ROS Nodes in ws/src/speech/scripts

AudioCapturer.py

  • Purpose: This node captures audio from the microphone.
  • Usage:
    • Publishes to: rawAudioChunk
    • Description: This node captures audio from the microphone and publishes it as raw audio chunks.

Say.py

  • Purpose: This node handles text-to-speech functionality.
  • Usage:
    • Subscribes to: /speech/speak_now
    • Provides service: /speech/speak
    • Description: This node converts text to speech using either an online or offline TTS engine.

ReSpeaker.py

  • Purpose: This node interfaces with the ReSpeaker hardware.
  • Usage:
    • Publishes to: DOA
    • Subscribes to: ReSpeaker/light
    • Description: This node interfaces with the ReSpeaker hardware to get the direction of arrival (DOA) of sound and control the LED ring.

KWS.py

  • Purpose: This node handles keyword spotting.
  • Usage:
    • Subscribes to: rawAudioChunk
    • Publishes to: keyword_detected
    • Description: This node uses Porcupine to detect keywords in the audio stream.

UsefulAudio.py

  • Purpose: This node processes useful audio segments.
  • Usage:
    • Subscribes to: rawAudioChunk, saying, keyword_detected
    • Publishes to: UsefulAudio
    • Description: This node processes audio segments to determine if they contain useful speech and publishes the useful audio.

Hear.py

  • Purpose: This node handles speech-to-text functionality.
  • Usage:
    • Subscribes to: UsefulAudio
    • Publishes to: UsefulAudioAzure, UsefulAudioWhisper
    • Description: This node converts speech to text using either an online or offline STT engine.

Whisper.py

  • Purpose: This node processes audio using the Whisper model.
  • Usage:
    • Subscribes to: UsefulAudioWhisper
    • Publishes to: /speech/raw_command
    • Provides service: /speech/service/raw_command
    • Description: This node uses the Whisper model to transcribe audio to text.

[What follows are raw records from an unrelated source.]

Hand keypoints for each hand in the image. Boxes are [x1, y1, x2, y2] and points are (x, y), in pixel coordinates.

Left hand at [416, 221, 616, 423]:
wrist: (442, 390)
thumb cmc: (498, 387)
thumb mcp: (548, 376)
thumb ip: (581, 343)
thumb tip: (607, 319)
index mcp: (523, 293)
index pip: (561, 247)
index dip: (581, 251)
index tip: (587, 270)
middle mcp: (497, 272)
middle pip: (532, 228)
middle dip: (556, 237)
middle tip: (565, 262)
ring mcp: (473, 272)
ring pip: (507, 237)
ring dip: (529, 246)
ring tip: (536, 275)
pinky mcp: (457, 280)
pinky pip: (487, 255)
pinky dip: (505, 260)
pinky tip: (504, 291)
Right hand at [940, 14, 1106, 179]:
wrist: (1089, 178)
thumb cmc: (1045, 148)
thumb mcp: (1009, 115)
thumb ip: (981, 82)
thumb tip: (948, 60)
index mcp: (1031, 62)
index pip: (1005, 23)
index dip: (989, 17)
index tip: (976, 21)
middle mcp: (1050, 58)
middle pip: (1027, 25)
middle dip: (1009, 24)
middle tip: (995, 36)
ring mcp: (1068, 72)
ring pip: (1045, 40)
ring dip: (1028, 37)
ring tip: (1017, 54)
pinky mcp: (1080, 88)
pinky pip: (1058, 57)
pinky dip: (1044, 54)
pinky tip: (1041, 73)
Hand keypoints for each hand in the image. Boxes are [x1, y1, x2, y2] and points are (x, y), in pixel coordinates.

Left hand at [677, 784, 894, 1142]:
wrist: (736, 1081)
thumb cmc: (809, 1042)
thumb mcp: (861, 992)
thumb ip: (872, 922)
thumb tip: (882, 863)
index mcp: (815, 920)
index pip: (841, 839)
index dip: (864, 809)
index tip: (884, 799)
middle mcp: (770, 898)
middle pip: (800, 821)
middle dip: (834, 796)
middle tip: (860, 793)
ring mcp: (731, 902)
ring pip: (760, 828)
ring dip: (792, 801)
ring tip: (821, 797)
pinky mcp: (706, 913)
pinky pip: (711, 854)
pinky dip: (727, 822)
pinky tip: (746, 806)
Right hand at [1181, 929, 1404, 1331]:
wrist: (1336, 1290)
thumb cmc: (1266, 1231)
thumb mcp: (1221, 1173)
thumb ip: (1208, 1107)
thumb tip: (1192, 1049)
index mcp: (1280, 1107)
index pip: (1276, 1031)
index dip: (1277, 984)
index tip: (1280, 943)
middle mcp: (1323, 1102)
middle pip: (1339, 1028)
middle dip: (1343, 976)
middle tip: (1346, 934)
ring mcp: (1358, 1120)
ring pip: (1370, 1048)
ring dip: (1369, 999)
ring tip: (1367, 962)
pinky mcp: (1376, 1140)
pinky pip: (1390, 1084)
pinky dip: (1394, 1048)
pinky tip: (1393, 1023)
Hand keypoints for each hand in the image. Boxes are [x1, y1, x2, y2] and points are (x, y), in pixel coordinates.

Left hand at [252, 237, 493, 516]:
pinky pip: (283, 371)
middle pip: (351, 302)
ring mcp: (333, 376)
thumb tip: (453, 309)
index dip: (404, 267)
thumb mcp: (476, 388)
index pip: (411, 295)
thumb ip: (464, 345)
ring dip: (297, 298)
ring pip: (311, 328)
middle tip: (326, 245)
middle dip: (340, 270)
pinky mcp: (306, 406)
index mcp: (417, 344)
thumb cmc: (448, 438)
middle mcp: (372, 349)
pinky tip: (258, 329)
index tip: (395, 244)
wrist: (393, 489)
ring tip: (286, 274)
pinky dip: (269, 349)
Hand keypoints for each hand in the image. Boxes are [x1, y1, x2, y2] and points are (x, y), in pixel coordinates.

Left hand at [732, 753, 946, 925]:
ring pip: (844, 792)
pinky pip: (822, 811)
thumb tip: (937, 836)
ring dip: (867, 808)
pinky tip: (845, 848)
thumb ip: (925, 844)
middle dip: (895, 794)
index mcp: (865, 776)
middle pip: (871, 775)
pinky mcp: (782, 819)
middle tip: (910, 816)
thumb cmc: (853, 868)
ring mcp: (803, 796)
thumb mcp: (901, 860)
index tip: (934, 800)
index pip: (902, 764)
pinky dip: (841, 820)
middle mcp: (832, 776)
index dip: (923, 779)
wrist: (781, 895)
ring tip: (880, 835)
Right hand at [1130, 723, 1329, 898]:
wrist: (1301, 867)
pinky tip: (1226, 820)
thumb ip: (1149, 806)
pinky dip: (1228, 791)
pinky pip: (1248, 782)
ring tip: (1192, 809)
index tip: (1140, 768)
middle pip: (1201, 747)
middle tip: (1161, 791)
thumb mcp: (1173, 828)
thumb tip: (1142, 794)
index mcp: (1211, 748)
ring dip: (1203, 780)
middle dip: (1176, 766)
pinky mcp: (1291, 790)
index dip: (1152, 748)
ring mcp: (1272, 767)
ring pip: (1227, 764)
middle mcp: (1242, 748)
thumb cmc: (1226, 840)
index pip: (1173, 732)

Comprehensive Instructions for Running the System

  1. Setup Docker:

    • Follow the instructions in docker/README.md to set up Docker and create the necessary containers.
  2. Build the Workspace:

    • Inside the Docker container, navigate to the workspace directory and build the workspace:
      cd /workspace/ws
      catkin_make
      source devel/setup.bash
  3. Run the ROS Nodes:

    • To run the speech nodes:
      roslaunch speech speech.launch
    • To run the language processing nodes:
      roslaunch frida_language_processing language_processing.launch
  4. Test the System:

    • To test the text-to-speech functionality:
      rostopic pub /speech/speak_now std_msgs/String "Hi, my name is Frida!"
    • To test the command interpreter:
      rostopic pub /speech/raw_command std_msgs/String "Grab an apple from the table, find Tony in the kitchen and give it to him"
  5. Debugging:

    • Use rostopic echo to listen to the topics and verify the messages being published.
    • Check the logs for any errors or warnings.

By following these instructions, you should be able to set up and run the ROS nodes for the Human-Robot Interaction system.